The T-AGOS 25 vessels will replace four T-AGOS 19 and one T-AGOS 23 SWATH ships, which are reaching the end of their service lives. The Navy’s five aging T-AGOS ships include four Victorious (T-AGOS 19) class ships (T-AGOS 19 through 22) that entered service in 1991-1993, and one Impeccable (T-AGOS 23) class ship that entered service in 2000. As of the end of FY2021, all five were homeported at Yokohama, Japan.
The contracts were for 12-month studies to perform trade-off studies and analyses of the US Navy design.
T-AGOS vessels tow a surveillance towed array sensor system. Their SWATH hullform makes them very stable vessels and reduces rolling in heavy seas. The ships serve to support US Navy anti-submarine warfare (ASW) operations.

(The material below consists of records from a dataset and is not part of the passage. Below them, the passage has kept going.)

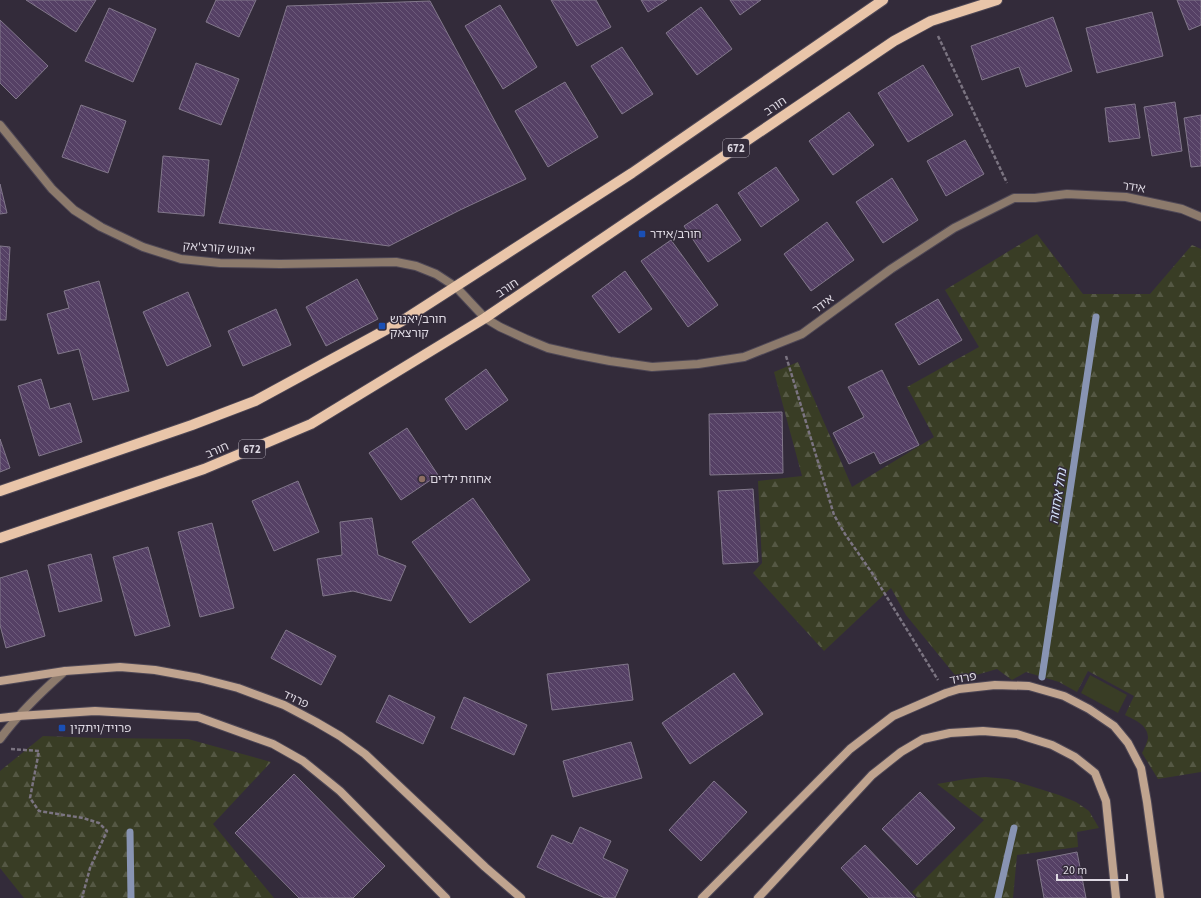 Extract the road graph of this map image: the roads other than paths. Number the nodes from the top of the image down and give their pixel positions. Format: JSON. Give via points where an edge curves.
{"nodes":[{"id":1,"x":883,"y":0,"type":"edge"},
{"id":2,"x":997,"y":0,"type":"edge"},
{"id":3,"x":0,"y":125,"type":"edge"},
{"id":4,"x":1201,"y":218,"type":"edge"},
{"id":5,"x":456,"y":287,"type":"junction"},
{"id":6,"x":485,"y":318,"type":"junction"},
{"id":7,"x":0,"y":491,"type":"edge"},
{"id":8,"x":0,"y":538,"type":"edge"},
{"id":9,"x":65,"y":671,"type":"junction"},
{"id":10,"x":0,"y":681,"type":"edge"},
{"id":11,"x":18,"y":716,"type":"junction"},
{"id":12,"x":0,"y":718,"type":"edge"},
{"id":13,"x":0,"y":739,"type":"edge"},
{"id":14,"x":446,"y":898,"type":"edge"},
{"id":15,"x":521,"y":898,"type":"edge"},
{"id":16,"x":702,"y":898,"type":"edge"},
{"id":17,"x":758,"y":898,"type":"edge"},
{"id":18,"x":1116,"y":898,"type":"edge"},
{"id":19,"x":1160,"y":898,"type":"edge"}],
"edges":[{"from":1,"to":5,"type":"main road","via":[[632,173]]},
{"from":2,"to":6,"type":"main road","name":"חורב","number":"672","via":[[931,21],[894,41]]},
{"from":3,"to":5,"type":"street","name":"יאנוש קורצ'אק","via":[[52,190],[74,210],[101,227],[142,247],[181,259],[220,263],[396,262],[436,274]]},
{"from":4,"to":6,"type":"street","name":"אידר","via":[[1182,209],[1126,197],[1068,194],[1014,198],[954,228],[891,269],[802,334],[744,357],[698,364],[652,367],[548,348]]},
{"from":5,"to":6,"type":"street","name":"אידר"},
{"from":5,"to":7,"type":"main road","via":[[402,321],[255,401]]},
{"from":6,"to":8,"type":"main road","name":"חורב","number":"672","via":[[311,424],[204,469]]},
{"from":9,"to":10,"type":"main road","name":"פרויד"},
{"from":9,"to":11,"type":"street","via":[[42,690]]},
{"from":9,"to":15,"type":"main road","name":"פרויד","via":[[120,667],[155,670],[238,688],[284,705],[322,725],[365,754]]},
{"from":11,"to":12,"type":"main road"},
{"from":11,"to":13,"type":"street"},
{"from":11,"to":14,"type":"main road","via":[[95,711],[198,717],[274,744],[303,761],[340,791]]},
{"from":16,"to":19,"type":"main road","name":"פרויד","via":[[850,749],[893,716],[958,689],[995,685],[1029,686],[1064,696],[1090,709],[1114,726],[1128,743],[1141,768]]},
{"from":17,"to":18,"type":"main road","via":[[872,775],[900,752],[923,740],[950,733],[983,731],[1017,734],[1052,744],[1075,757],[1094,773],[1106,801]]}]} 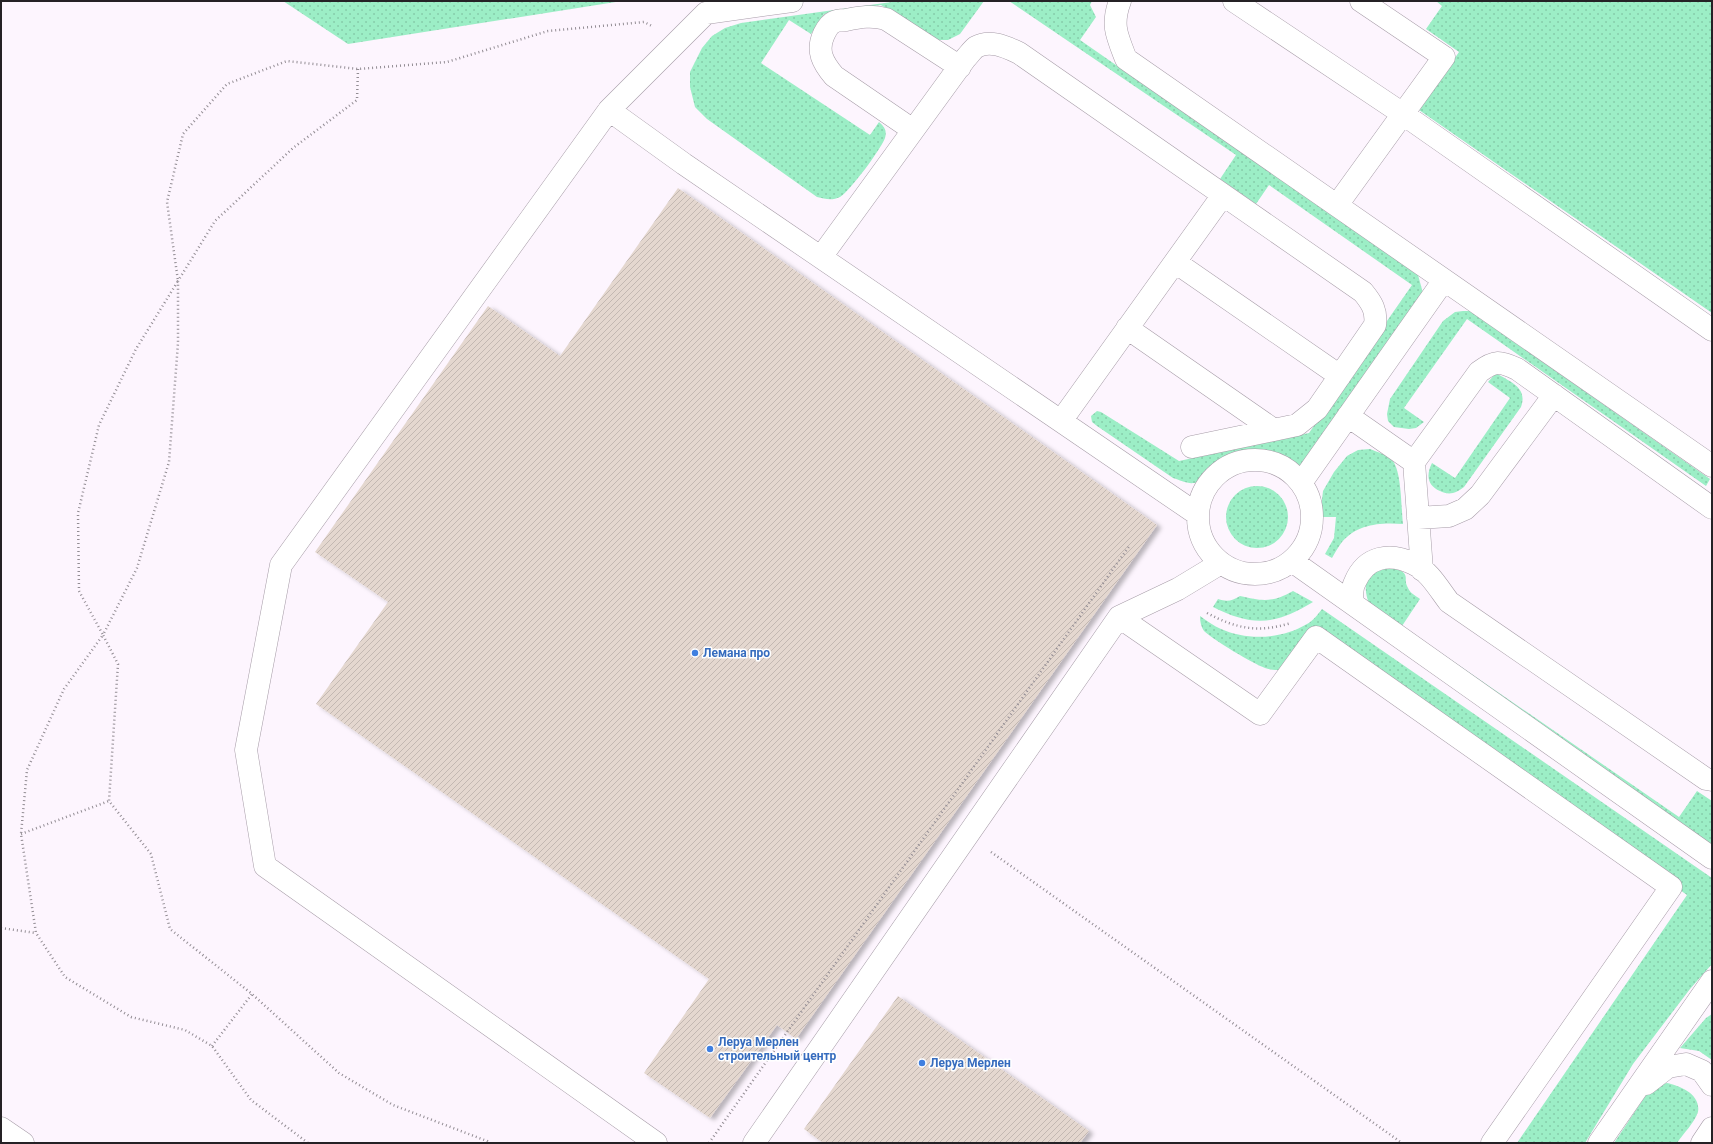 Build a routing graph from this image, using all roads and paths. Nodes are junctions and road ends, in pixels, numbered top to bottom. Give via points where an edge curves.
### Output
1 (792, 1) edge
2 (1120, 1) edge
3 (1234, 1) edge
4 (1362, 1) edge
5 (679, 40) junction
6 (960, 67) junction
7 (358, 69) junction
8 (609, 110) junction
9 (1403, 114) junction
10 (913, 130) junction
11 (1223, 195) junction
12 (1337, 205) junction
13 (821, 257) junction
14 (1175, 262) junction
15 (1444, 280) junction
16 (178, 281) junction
17 (1127, 328) junction
18 (1712, 330) edge
19 (1340, 376) junction
20 (1554, 395) junction
21 (1348, 416) junction
22 (1061, 421) junction
23 (1274, 430) junction
24 (1192, 447) dead end
25 (1414, 462) junction
26 (1712, 466) edge
27 (1301, 483) junction
28 (1712, 508) edge
29 (1197, 514) junction
30 (1418, 518) junction
31 (1130, 545) dead end
32 (1292, 561) junction
33 (1221, 563) junction
34 (1422, 570) junction
35 (1352, 603) junction
36 (1207, 613) dead end
37 (1119, 617) junction
38 (1293, 622) dead end
39 (103, 635) junction
40 (1712, 780) edge
41 (109, 801) junction
42 (940, 816) junction
43 (21, 834) junction
44 (968, 835) junction
45 (1712, 858) edge
46 (1, 928) edge
47 (36, 933) junction
48 (1712, 981) edge
49 (252, 994) junction
50 (212, 1046) junction
51 (1712, 1085) edge
52 (1631, 1095) junction
53 (1, 1128) edge
54 (487, 1142) edge
55 (23, 1143) edge
56 (308, 1143) edge
57 (656, 1143) edge
58 (709, 1143) edge
59 (754, 1143) edge
60 (1402, 1143) edge
61 (1492, 1143) edge
62 (1598, 1143) edge

1 - 5 main road via 706,13
2 - 12 main road via 1114,18 1117,36 1126,59
3 - 9 main road
4 - 9 main road via 1444,58
5 - 7 path via 644,22 548,30 447,62
5 - 8 main road
6 - 10 main road
6 - 10 main road via 886,19 876,16 834,22 827,28 821,41 820,54 825,66 834,76
6 - 11 main road via 977,47 990,44 1004,45
7 - 16 path via 357,100 293,148 215,221
7 - 16 path via 287,61 227,84 183,134 167,202
8 - 13 main road
8 - 57 main road via 281,565 246,750 265,866
9 - 12 main road
9 - 18 main road
10 - 13 main road
11 - 14 main road
11 - 19 main road via 1363,292 1373,303 1377,316 1375,325
12 - 15 main road
13 - 22 main road
14 - 17 main road
14 - 19 main road
15 - 21 main road
15 - 26 main road
16 - 39 path via 178,343 169,462 137,568
16 - 39 path via 136,349 99,425 78,513 79,591
17 - 22 main road
17 - 23 main road
19 - 23 main road via 1307,419 1297,425
20 - 25 main road via 1518,369 1503,363 1490,364 1479,372
20 - 28 main road
20 - 30 main road via 1475,500 1465,509 1449,516
21 - 25 main road
21 - 27 main road
22 - 29 main road
23 - 24 main road
25 - 30 main road
27 - 29 main road via 1281,464 1262,459 1243,460 1226,467 1211,478 1201,495
27 - 32 main road via 1307,491 1312,510 1312,529 1304,547
29 - 33 main road via 1199,532 1207,550
30 - 34 main road
31 - 42 path
32 - 33 main road via 1276,571 1257,574 1238,572
32 - 35 main road
33 - 37 main road via 1178,589
34 - 35 main road via 1415,564 1394,557 1377,558 1363,567 1354,583
34 - 40 main road via 1449,602 1706,779
35 - 45 main road
36 - 38 path via 1237,626 1255,629 1274,628
37 - 44 main road
37 - 61 main road via 1260,714 1316,637 1671,887
39 - 41 path via 118,664
39 - 43 path via 64,689 27,770
41 - 43 path
41 - 49 path via 151,854 170,929
42 - 44 path
42 - 58 path
43 - 47 path
44 - 59 main road
44 - 60 path
46 - 47 path
47 - 50 path via 65,977 131,1017 185,1030
48 - 52 main road
49 - 50 path
49 - 54 path via 339,1073 393,1105
50 - 56 path via 251,1100
51 - 52 main road via 1702,1071 1686,1064 1668,1067
52 - 62 main road
53 - 55 main road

As stated in the US Navy’s FY2024 budget submission, T-AGOS ships ‘gather underwater acoustic data to support the mission of the integrated undersea surveillance system (IUSS) by providing a ship platform capable of theatre anti-submarine acoustic passive and active surveillance.’ The two current classes of T-AGOS surveillance ships use surveillance towed array sensor systems (SURTASS).
O’Rourke said the US Navy’s desire to replace the five in-service T-AGOS ships with seven larger and faster T-AGOS 25s can be viewed as a response by the Navy to the submarine modernisation efforts of countries such as China and Russia.
The replacement, the T-AGOS 25, will be designed for a 30-year service life.